"Songs" made out of the sounds of rivers, pt 2
Going one better than Jarvis Cocker singing about the Wicker river in Sheffield, here's a sound artist called Ben Tassie who created works using the sounds of the city's five rivers. In this case - 'A Ladder is Not the Only Kind of Time' - it's the Rivelin river. Tassie worked with instrument maker Sam Underwood to build a set of instruments played by the Rivelin itself.
"The album and the idea came out of some earlier work that I'd been doing thinking about music and nature, and how they can interact somehow – how art can give us new ways of relating to nature. Then it was hanging out in the Rivelin Valley actually, just walking there, running there. It’s such an evocative landscape – it’s beautiful there, all of this nature, but also these layers of history, this idea that the landscape has changed.
"The river has outlasted centuries of industry and yet has been shaped by the water mills, all the mill ponds and things. So I wanted to make something that interacted with that landscape, and that presented a pretty straight line to ‘I should build some water powered instruments’! It's not just imposing some art onto the landscape, but trying to have that be more of a symbiotic relationship.
"I designed and built [the instruments] with an instrument maker called Sam Underwood. Why the river playing?... I wanted two things really. One is that the river itself should have a role in playing the instruments – they're mechanical, so two have water wheels that then operate the mechanical mechanisms inside them. The other is a kind of organ that you submerge and it pushes the air out of the tank and plays these pipes.
"So the river plays them but it was also about having more of a harmonious relationship with the landscape. Each of the instruments is based on historical musical instruments: one’s kind of like a harpsichord, the other is kind of like a hurdy-gurdy. Then there's this organ, which is based on an ancient Greek instrument called the hydraulis. Historical instruments are very quiet on the whole – they're not as loud as a modern violin or something. So there's this idea of being less noisy in the environment, not dominating it so much...
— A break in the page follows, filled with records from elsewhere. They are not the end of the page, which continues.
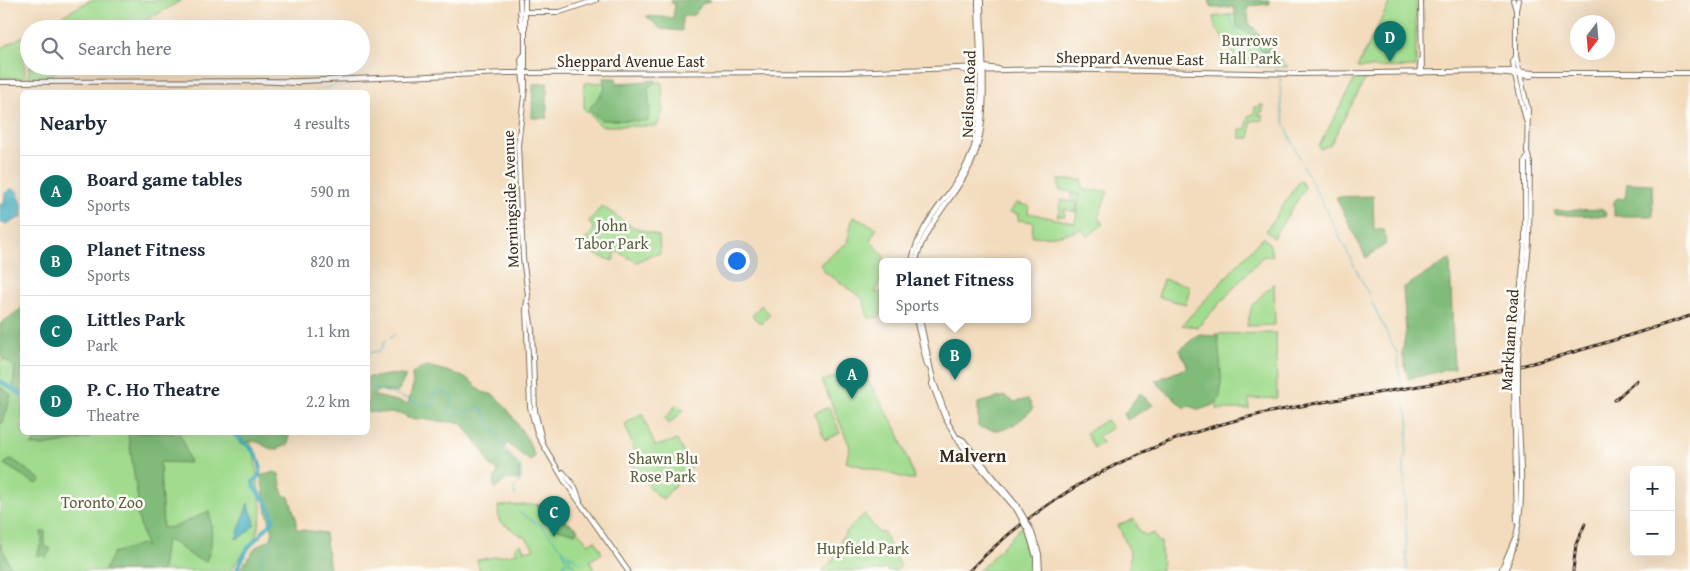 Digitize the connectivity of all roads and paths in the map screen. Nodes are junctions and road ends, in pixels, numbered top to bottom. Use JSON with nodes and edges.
{"nodes":[{"id":1,"x":520,"y":0,"type":"edge"},
{"id":2,"x":525,"y":0,"type":"edge"},
{"id":3,"x":596,"y":0,"type":"edge"},
{"id":4,"x":979,"y":0,"type":"edge"},
{"id":5,"x":1420,"y":0,"type":"edge"},
{"id":6,"x":1513,"y":0,"type":"edge"},
{"id":7,"x":1518,"y":0,"type":"edge"},
{"id":8,"x":1516,"y":10,"type":"junction"},
{"id":9,"x":523,"y":14,"type":"junction"},
{"id":10,"x":980,"y":69,"type":"junction"},
{"id":11,"x":523,"y":73,"type":"junction"},
{"id":12,"x":1420,"y":73,"type":"junction"},
{"id":13,"x":1690,"y":73,"type":"edge"},
{"id":14,"x":1516,"y":74,"type":"junction"},
{"id":15,"x":255,"y":81,"type":"junction"},
{"id":16,"x":301,"y":81,"type":"junction"},
{"id":17,"x":0,"y":82,"type":"edge"},
{"id":18,"x":915,"y":258,"type":"edge"},
{"id":19,"x":919,"y":323,"type":"edge"},
{"id":20,"x":1030,"y":530,"type":"junction"},
{"id":21,"x":1516,"y":536,"type":"junction"},
{"id":22,"x":628,"y":571,"type":"edge"},
{"id":23,"x":1036,"y":571,"type":"edge"},
{"id":24,"x":1040,"y":571,"type":"edge"},
{"id":25,"x":1501,"y":571,"type":"edge"},
{"id":26,"x":1505,"y":571,"type":"edge"}],
"edges":[{"from":1,"to":9,"type":"main road","name":"Morningside Avenue"},
{"from":2,"to":9,"type":"main road","name":"Morningside Avenue"},
{"from":3,"to":9,"type":"main road"},
{"from":4,"to":10,"type":"main road","name":"Neilson Road"},
{"from":5,"to":12,"type":"main road"},
{"from":6,"to":8,"type":"main road","name":"Markham Road"},
{"from":7,"to":8,"type":"main road","name":"Markham Road"},
{"from":8,"to":14,"type":"main road","name":"Markham Road"},
{"from":9,"to":11,"type":"main road","name":"Morningside Avenue"},
{"from":10,"to":11,"type":"main road","name":"Sheppard Avenue East"},
{"from":10,"to":12,"type":"main road","name":"Sheppard Avenue East"},
{"from":10,"to":18,"type":"main road","name":"Neilson Road"},
{"from":11,"to":16,"type":"main road","name":"Sheppard Avenue East"},
{"from":11,"to":22,"type":"main road","name":"Morningside Avenue"},
{"from":12,"to":14,"type":"main road","name":"Sheppard Avenue East"},
{"from":13,"to":14,"type":"main road","name":"Sheppard Avenue East"},
{"from":14,"to":21,"type":"main road","name":"Markham Road","bridge":true},
{"from":15,"to":16,"type":"main road","name":"Sheppard Avenue East"},
{"from":15,"to":16,"type":"main road","name":"Sheppard Avenue East"},
{"from":15,"to":17,"type":"main road","name":"Sheppard Avenue East"},
{"from":19,"to":20,"type":"main road","bridge":true},
{"from":20,"to":23,"type":"main road"},
{"from":20,"to":24,"type":"main road"},
{"from":21,"to":25,"type":"main road","name":"Markham Road"},
{"from":21,"to":26,"type":"main road","name":"Markham Road"}]}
"It was all about this balance and this sense of dialogue with the landscape. On some of the tracks I play alongside them – I played a medieval rebec, a string instrument, and a lap-steel guitar as well. And then Rebecca Lee played the bass viol and Rob Bentall played nyckelharpa. It really was like a collaboration, not only with the instruments but with the environment as well.... We played quite quietly and the flow of the river controlled the speed of the instruments. It did feel like a collaboration with the river...."
"Each track is one take, whatever happens within that take is the piece. Through field recording you listen differently to nature – you afford it more care and attention than you might do normally. It lets you really experience that personhood, if you like, of nature that you're describing. I think ecological sound art does that very immediately – when we hear things it bypasses a lot of the distance that has affected us as ironic, post-modern people! When you hear a river, when you hear those natural sounds, it bypasses all of that somehow."